(Saved data entries)
^^^^^^^^^^^^^^^^
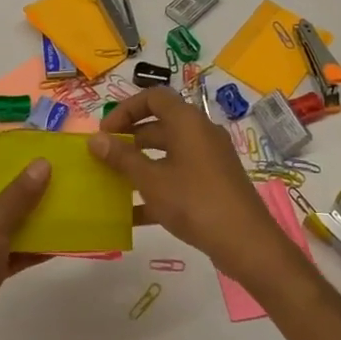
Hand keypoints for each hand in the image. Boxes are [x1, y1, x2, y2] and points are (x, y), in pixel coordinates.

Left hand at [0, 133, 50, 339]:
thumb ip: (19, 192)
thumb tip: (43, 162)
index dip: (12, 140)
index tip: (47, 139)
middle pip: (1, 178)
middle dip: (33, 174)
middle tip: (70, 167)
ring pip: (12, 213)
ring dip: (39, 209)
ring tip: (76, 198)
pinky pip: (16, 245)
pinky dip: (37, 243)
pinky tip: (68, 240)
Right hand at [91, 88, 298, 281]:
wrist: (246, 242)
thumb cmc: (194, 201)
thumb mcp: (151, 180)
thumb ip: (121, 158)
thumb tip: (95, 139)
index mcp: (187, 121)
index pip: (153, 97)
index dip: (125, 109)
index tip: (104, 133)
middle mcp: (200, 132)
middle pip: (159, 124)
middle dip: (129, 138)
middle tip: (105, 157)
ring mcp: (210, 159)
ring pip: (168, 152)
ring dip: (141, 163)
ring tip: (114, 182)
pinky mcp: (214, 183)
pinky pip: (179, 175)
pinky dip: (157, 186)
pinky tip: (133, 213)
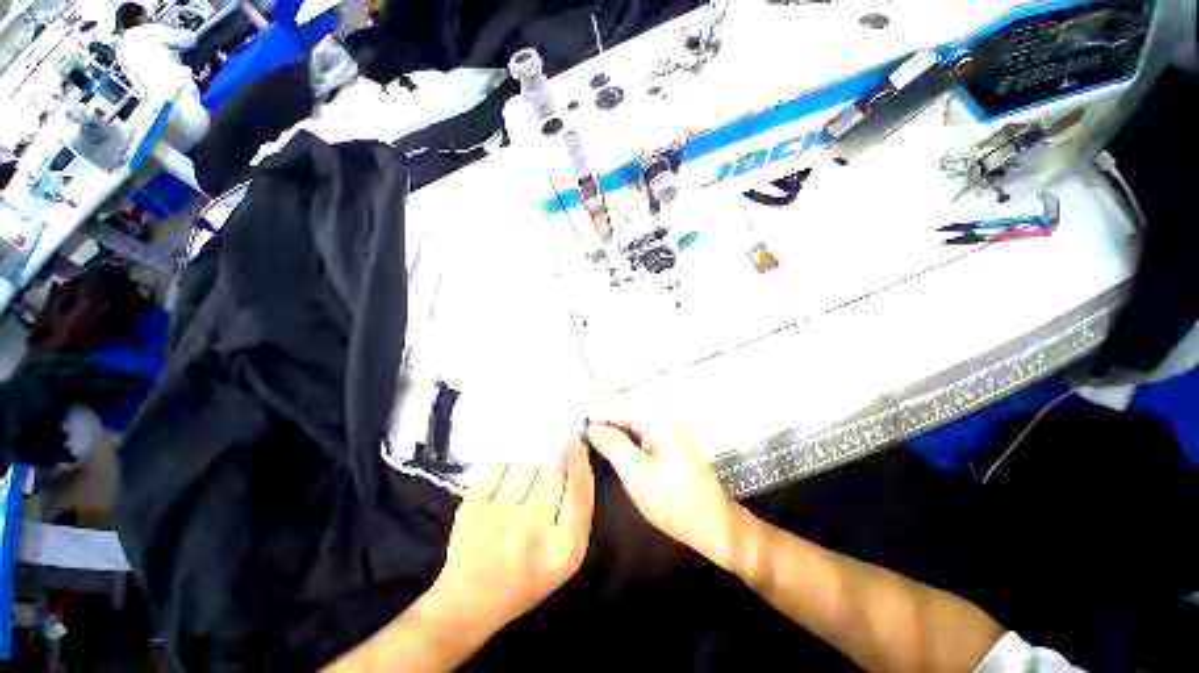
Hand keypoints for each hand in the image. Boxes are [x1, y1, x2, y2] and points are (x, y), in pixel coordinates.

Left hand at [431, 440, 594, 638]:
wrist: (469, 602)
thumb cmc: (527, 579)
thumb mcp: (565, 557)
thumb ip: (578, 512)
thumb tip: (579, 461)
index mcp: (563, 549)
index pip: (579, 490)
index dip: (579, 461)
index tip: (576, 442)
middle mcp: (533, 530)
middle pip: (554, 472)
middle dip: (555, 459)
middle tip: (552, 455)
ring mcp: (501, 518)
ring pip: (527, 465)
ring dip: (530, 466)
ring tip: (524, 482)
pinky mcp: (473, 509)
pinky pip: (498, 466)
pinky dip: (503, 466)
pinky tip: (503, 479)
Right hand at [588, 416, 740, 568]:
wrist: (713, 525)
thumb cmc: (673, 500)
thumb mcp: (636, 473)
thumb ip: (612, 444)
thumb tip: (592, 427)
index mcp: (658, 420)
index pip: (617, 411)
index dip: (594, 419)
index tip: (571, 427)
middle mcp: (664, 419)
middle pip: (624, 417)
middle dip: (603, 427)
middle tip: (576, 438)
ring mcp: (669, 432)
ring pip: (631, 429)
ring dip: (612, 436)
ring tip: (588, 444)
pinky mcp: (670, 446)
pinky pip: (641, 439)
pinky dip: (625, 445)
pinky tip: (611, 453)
^^^^^^^^^^^^^^^^
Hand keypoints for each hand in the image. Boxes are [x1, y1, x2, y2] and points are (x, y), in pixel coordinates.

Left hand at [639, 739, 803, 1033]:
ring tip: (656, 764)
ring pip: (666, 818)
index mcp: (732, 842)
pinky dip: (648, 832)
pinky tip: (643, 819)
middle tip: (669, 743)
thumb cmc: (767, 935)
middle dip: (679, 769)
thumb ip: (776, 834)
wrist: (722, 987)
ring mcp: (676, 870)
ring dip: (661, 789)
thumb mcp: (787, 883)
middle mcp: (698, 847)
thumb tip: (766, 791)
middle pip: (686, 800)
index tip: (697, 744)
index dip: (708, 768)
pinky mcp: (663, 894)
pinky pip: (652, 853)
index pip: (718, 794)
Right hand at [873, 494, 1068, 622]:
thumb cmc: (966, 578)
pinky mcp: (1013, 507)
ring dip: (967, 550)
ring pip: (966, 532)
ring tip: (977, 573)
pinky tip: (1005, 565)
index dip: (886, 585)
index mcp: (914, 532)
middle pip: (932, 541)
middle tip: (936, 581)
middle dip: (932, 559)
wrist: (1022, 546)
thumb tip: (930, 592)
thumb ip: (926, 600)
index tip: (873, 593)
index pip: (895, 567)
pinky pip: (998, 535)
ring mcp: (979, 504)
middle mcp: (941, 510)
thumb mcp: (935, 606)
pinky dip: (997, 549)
^^^^^^^^^^^^^^^^
▶ _Work instructions_:
Exact copy, no pictures. Write out the lines in the entries above, starting with the line with "ring pip: (168, 152)" and going on through the line with "pinky tip: (611, 453)", keeping both.

▶ _Solution to this task_:
ring pip: (168, 152)
ring dip: (141, 163)
ring tip: (114, 182)
pinky mcp: (214, 183)
pinky pip: (179, 175)
pinky dip: (157, 186)
pinky tip: (133, 213)
Hand keypoints for each hand in the image. Boxes are [x1, y1, x2, y2] and points are (x, y), in pixel coordinates.

Left hand at [431, 440, 594, 638]:
wrist: (469, 602)
thumb cmc: (527, 579)
thumb mcp: (565, 557)
thumb ip: (578, 512)
thumb tip: (579, 461)
index mcp: (563, 549)
index pip: (579, 490)
index dip: (579, 461)
index tip: (576, 442)
middle mcp: (533, 530)
middle pip: (554, 472)
middle dip: (555, 459)
middle tip: (552, 455)
ring mcp: (501, 518)
ring pip: (527, 465)
ring dip: (530, 466)
ring tip: (524, 482)
pinky mcp: (473, 509)
pinky pip: (498, 466)
pinky dip: (503, 466)
pinky tip: (503, 479)
Right hand at [588, 416, 740, 568]:
wrist: (713, 525)
thumb cmc: (673, 500)
thumb mcp: (636, 473)
thumb ip: (612, 444)
thumb tip: (592, 427)
index mcp: (658, 420)
index pip: (617, 411)
index dip: (594, 419)
index tip: (571, 427)
middle mcp: (664, 419)
middle pip: (624, 417)
middle dip: (603, 427)
middle tip: (576, 438)
ring mcp: (669, 432)
ring pip: (631, 429)
ring dip: (612, 436)
ring tip: (588, 444)
pinky mcp: (670, 446)
pinky pip: (641, 439)
pinky dip: (625, 445)
pinky tip: (611, 453)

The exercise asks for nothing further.